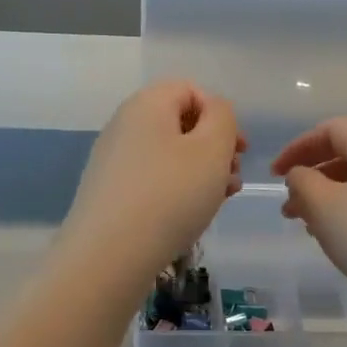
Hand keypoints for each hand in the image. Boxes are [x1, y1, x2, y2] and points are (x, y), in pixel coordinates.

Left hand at [58, 81, 244, 283]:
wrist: (109, 255)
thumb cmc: (170, 196)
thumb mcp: (212, 149)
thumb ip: (223, 118)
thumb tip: (214, 112)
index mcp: (147, 104)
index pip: (190, 90)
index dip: (221, 115)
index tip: (239, 150)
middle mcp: (123, 125)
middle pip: (179, 124)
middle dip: (213, 148)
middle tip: (232, 179)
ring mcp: (112, 161)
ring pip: (167, 156)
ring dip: (199, 173)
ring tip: (217, 202)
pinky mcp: (108, 193)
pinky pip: (151, 180)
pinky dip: (175, 192)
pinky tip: (188, 217)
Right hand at [270, 117, 346, 328]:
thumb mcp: (326, 208)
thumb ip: (303, 184)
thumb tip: (300, 175)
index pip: (331, 129)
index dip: (298, 148)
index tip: (274, 175)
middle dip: (313, 178)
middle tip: (289, 208)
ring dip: (331, 201)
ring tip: (311, 229)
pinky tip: (346, 245)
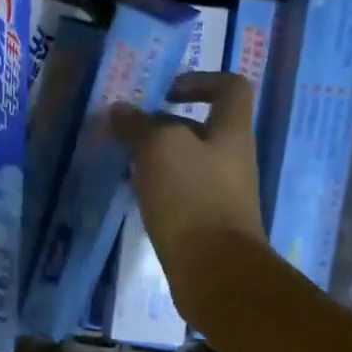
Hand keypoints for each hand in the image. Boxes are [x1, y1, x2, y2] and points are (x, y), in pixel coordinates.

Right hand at [109, 72, 266, 320]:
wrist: (214, 271)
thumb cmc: (191, 198)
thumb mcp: (159, 149)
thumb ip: (138, 126)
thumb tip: (118, 111)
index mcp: (232, 132)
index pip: (230, 88)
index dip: (201, 80)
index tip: (165, 92)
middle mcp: (233, 159)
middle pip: (202, 128)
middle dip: (165, 127)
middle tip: (128, 133)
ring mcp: (222, 195)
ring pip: (188, 164)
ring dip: (158, 161)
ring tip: (124, 166)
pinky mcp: (208, 225)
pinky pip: (183, 196)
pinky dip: (160, 192)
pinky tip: (136, 198)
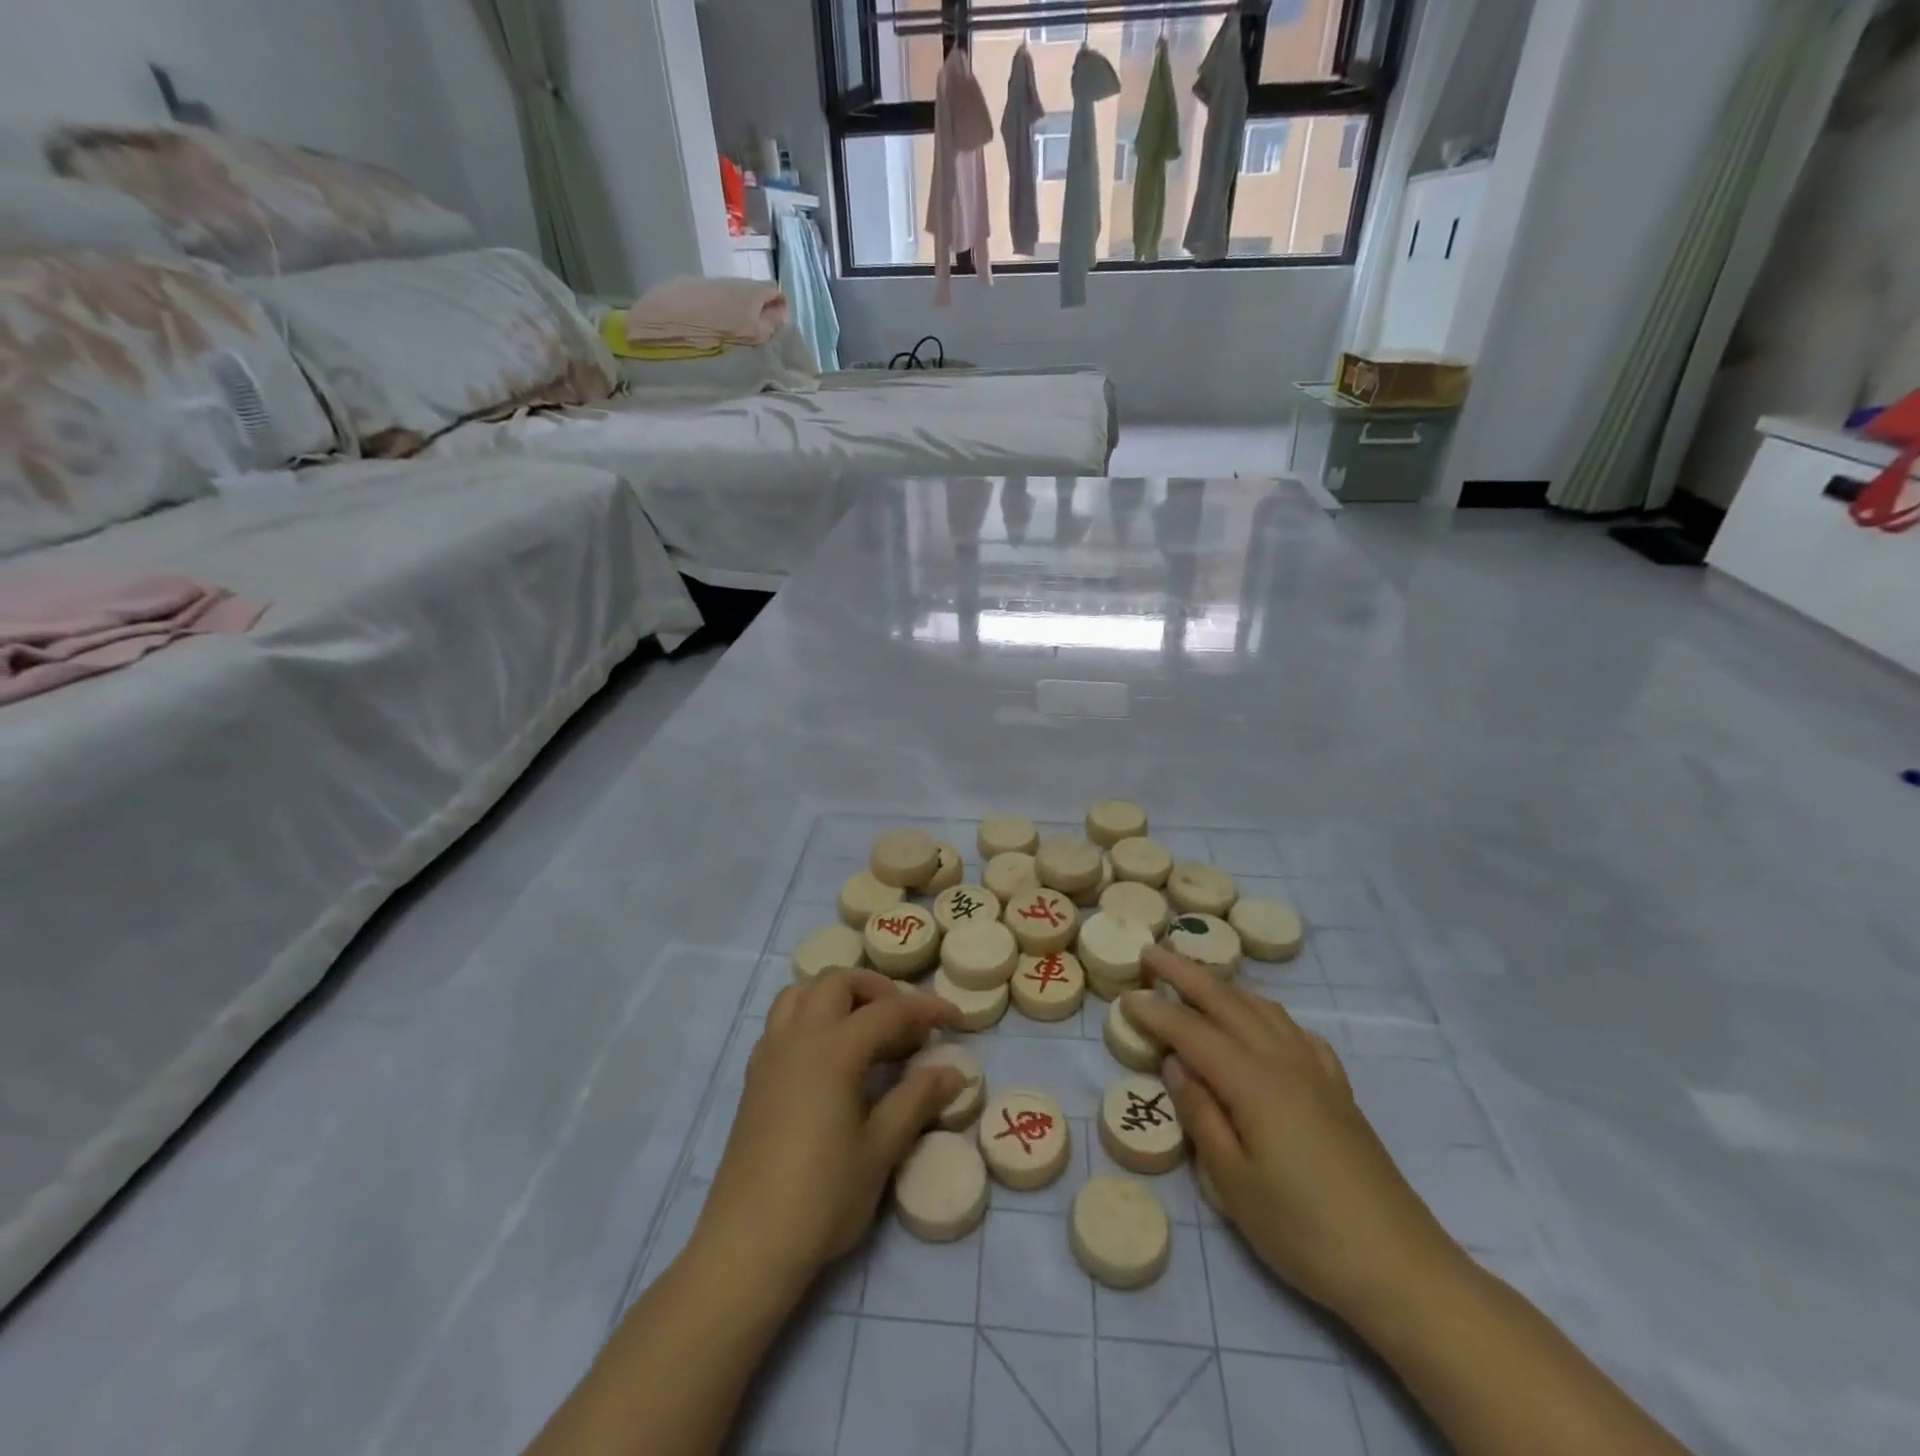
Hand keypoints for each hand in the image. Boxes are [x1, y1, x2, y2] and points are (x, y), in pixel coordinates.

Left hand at [695, 968, 964, 1292]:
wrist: (747, 1247)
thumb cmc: (822, 1198)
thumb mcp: (881, 1149)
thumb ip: (917, 1100)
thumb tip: (954, 1071)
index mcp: (833, 1049)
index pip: (889, 1010)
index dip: (927, 1010)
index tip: (956, 1019)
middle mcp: (798, 1037)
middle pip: (838, 982)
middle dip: (877, 990)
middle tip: (906, 1023)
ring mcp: (770, 1055)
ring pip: (802, 993)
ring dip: (838, 996)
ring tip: (866, 1030)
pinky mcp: (754, 1078)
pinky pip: (783, 1022)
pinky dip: (811, 1018)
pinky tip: (830, 1059)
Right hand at [1120, 945, 1464, 1324]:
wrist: (1399, 1267)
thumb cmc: (1303, 1229)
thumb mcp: (1233, 1182)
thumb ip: (1201, 1114)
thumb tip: (1175, 1063)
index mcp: (1252, 1080)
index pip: (1191, 1032)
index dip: (1155, 1012)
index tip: (1125, 997)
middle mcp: (1283, 1060)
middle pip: (1227, 1002)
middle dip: (1185, 974)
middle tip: (1152, 952)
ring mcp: (1316, 1072)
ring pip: (1263, 1008)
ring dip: (1225, 986)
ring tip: (1198, 977)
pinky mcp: (1337, 1090)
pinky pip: (1295, 1031)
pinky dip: (1267, 1013)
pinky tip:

Brief
How would the lines above read from the one with "index dip: (201, 80)" to the one with "ring dip: (838, 996)", inclusive, with no pictures? Write them out exactly.

Solution to this problem
index dip: (201, 80)
index tip: (165, 92)
middle mcp: (233, 159)
middle pip: (202, 128)
middle dip: (165, 127)
middle tip: (128, 133)
ring mcp: (222, 195)
ring pip: (188, 164)
ring dip: (158, 161)
ring tip: (124, 166)
pinky mcp: (208, 225)
pinky pip: (183, 196)
pinky dip: (160, 192)
pinky tip: (136, 198)
Hand keypoints for each hand in the image. Boxes are [x1, y1, x2, y2] and points are (x, y), in pixel coordinates.

Left hand at [695, 968, 964, 1292]:
wrist: (747, 1247)
thumb cmc: (822, 1198)
thumb mcp: (881, 1149)
thumb ip: (917, 1100)
thumb tip: (954, 1071)
index mcp: (833, 1049)
index pip: (889, 1010)
index dip: (927, 1010)
index tip: (956, 1019)
middle mcp: (798, 1037)
middle pip: (838, 982)
middle dip: (877, 990)
middle tip: (906, 1023)
ring mcp: (770, 1055)
ring pip: (802, 993)
ring dip: (838, 996)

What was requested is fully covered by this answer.